When Mark Leach, then the senior minister of Rozelle Anglican Church in inner Sydney, heard of a pro-Palestinian demonatration being held in the CBD within a couple of days of the massacre and kidnappings of October 7, 2023 he protested the protest.

“This was the day when the Opera House sales were supposed to be lit up in blue and white. The city was supposed to all be in solidarity and mourning with Israel, and instead the forces of hatred, the jihadists were planning to occupy the city centre and the police were warning the Jewish community to stay out of the city,” he told the Monday Movement podcast host Mark Bilton. “So I phoned [the Po lice] Central command . And I said, this is, ‘I don’t think this is acceptable. I’m an Anglican clergyman. I’m planning to come down and protest this illegal protest.’ And they said, ‘Well, Mr. Leach, if you come down, we can’t guarantee your safety.'”

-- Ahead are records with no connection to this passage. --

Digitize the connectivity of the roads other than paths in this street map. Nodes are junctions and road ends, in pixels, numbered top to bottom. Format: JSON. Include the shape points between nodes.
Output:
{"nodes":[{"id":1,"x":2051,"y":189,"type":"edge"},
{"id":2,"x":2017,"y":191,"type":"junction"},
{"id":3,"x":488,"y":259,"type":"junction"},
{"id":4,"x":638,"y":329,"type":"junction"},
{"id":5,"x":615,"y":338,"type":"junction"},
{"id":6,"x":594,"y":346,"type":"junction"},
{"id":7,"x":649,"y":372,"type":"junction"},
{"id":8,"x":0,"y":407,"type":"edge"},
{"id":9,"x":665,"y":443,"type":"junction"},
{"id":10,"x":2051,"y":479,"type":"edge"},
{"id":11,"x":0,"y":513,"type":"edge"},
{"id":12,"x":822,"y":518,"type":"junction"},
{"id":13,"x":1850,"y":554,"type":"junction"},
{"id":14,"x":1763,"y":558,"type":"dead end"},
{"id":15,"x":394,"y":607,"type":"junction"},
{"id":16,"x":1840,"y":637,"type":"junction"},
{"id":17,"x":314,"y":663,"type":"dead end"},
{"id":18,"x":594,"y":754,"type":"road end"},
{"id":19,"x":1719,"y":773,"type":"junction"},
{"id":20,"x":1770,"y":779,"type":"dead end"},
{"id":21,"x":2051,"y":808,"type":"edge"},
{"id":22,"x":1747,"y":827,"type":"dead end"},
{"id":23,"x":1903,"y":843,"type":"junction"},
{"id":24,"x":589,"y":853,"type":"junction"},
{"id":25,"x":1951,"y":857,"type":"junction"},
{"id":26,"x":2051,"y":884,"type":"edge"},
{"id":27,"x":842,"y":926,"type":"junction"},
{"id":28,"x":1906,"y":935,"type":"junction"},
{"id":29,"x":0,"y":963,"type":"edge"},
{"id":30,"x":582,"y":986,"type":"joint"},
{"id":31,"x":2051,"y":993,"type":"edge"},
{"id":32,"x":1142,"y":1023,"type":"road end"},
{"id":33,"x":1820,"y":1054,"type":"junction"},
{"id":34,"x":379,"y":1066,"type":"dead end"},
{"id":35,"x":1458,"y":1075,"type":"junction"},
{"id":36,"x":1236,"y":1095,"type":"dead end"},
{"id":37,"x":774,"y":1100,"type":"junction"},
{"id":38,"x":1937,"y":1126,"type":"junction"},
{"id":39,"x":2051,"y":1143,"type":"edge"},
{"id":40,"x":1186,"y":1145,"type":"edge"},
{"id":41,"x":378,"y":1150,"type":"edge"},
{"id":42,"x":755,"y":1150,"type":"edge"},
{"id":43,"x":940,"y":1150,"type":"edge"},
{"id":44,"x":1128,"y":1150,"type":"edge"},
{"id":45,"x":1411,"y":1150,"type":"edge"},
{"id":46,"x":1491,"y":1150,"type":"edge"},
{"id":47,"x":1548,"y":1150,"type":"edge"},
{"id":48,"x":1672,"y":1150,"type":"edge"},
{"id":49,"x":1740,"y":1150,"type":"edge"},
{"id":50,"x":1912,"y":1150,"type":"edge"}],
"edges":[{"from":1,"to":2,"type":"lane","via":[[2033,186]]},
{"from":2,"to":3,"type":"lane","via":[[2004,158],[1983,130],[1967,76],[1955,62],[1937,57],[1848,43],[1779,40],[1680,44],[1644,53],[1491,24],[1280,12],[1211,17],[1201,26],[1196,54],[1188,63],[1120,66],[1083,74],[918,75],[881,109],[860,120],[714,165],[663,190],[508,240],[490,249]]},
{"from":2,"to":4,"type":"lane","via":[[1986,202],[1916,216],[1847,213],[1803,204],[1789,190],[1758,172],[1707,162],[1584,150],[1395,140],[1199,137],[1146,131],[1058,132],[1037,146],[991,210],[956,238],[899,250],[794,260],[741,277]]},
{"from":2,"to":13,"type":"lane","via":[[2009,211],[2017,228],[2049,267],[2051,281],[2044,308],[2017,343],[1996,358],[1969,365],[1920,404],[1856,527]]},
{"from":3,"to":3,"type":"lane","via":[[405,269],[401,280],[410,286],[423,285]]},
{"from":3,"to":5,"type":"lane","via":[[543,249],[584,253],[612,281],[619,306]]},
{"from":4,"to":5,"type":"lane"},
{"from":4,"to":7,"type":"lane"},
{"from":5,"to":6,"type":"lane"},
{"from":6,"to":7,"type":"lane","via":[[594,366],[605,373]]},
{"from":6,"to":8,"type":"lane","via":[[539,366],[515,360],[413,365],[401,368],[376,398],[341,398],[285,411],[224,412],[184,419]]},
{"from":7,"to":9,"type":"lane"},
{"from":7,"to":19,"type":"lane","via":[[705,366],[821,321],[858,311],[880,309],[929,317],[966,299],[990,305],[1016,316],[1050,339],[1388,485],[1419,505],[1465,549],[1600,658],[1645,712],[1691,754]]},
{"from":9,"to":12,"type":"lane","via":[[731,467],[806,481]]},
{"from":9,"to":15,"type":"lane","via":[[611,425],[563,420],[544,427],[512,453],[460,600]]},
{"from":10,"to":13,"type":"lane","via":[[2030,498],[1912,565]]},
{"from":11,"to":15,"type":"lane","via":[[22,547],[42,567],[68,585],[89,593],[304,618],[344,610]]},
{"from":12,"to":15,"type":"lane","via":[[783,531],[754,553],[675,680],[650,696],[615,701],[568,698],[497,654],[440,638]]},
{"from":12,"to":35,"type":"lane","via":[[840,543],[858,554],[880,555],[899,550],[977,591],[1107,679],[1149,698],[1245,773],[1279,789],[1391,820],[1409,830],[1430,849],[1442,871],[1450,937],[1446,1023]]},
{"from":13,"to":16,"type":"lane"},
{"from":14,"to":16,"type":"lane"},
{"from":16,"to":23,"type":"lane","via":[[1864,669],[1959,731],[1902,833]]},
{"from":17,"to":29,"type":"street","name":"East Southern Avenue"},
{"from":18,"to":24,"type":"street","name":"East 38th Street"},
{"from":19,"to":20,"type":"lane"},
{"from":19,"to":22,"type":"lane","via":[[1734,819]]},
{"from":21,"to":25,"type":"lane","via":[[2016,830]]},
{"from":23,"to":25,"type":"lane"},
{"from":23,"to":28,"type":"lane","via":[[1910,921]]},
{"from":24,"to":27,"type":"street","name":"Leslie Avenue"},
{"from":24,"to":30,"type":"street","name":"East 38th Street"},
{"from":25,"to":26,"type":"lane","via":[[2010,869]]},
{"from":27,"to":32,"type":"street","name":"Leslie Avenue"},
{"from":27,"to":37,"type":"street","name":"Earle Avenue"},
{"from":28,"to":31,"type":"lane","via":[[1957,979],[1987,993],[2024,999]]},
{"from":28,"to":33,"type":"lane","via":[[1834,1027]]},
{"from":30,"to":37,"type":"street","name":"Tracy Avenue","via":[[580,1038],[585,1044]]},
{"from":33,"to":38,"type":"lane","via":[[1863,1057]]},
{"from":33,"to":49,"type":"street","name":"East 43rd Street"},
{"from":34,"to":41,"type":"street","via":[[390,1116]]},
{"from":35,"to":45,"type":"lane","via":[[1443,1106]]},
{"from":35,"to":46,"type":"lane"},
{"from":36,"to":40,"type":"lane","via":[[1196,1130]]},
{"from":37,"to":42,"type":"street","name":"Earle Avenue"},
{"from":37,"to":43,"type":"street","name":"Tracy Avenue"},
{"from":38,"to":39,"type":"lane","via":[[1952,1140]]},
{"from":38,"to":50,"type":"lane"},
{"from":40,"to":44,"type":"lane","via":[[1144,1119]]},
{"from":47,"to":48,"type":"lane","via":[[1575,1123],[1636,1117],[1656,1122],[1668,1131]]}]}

That led to Leach in a Clergy shirt, with a large Israel flag, protesting from the cathedral steps (pictured) as the demo rallied in the Town Hall Square – with Leach  “hiding behind a police van while they dispersed the crowd.”

But these days you might find Mark Leach with an Israeli flag, but the clergy shirt not so much. He founded the “Never Again is Now” movement which has held rallies around Australia to protest anti-Semitism beginning with a large one in sydney’s domain. The Other Cheek covered it: ‘Never again’ pledges as Jews and Christians rally together.

“And next thing we know, we’ve started a national movement around the country, politicians, faith leaders, people of all religions and none gathering together to push back the hate and say ‘never again is now.’

“We will make sure that Jewish community is safe and secure and loved in Australia. And so that became clear as last year unfolded that I couldn’t keep doing that and running a local church. So in September last year, I went full time with Never Again is Now.”

Leach’s life story reveals the path becoming a minister and also founding Never Again is Now.

The second comes is his family background: through his mother, Leach is a Jew. “My mother was a German Jew, fled Germany, fled the Holocaust in 1938, left Frankfurt with her parents, ended up as refugees in Southern Africa. She married my father, mom became a doctor, married my father who was a Catholic background, white South African guy. Both were secular. My father was certainly not a practising Catholic. He was a mercenary and a diamond smuggler and smuggled precious gems was just a career criminal. And so not particularly religious or Christ-like in his character.”

So, Leach was not born into Christianity. Here’s how he tells Mark Bilton his testimony. “In Cape Town … I was invited to go to a youth group by a friend at school. And so I went to the youth group because it had the potential to fulfil a very deep need that I had in my life at the moment at that time, which was girls, and mostly to meet them. I was at a big boys school in Cape Town. So I went along to meet girls and I met God, I also met girls. But I met God.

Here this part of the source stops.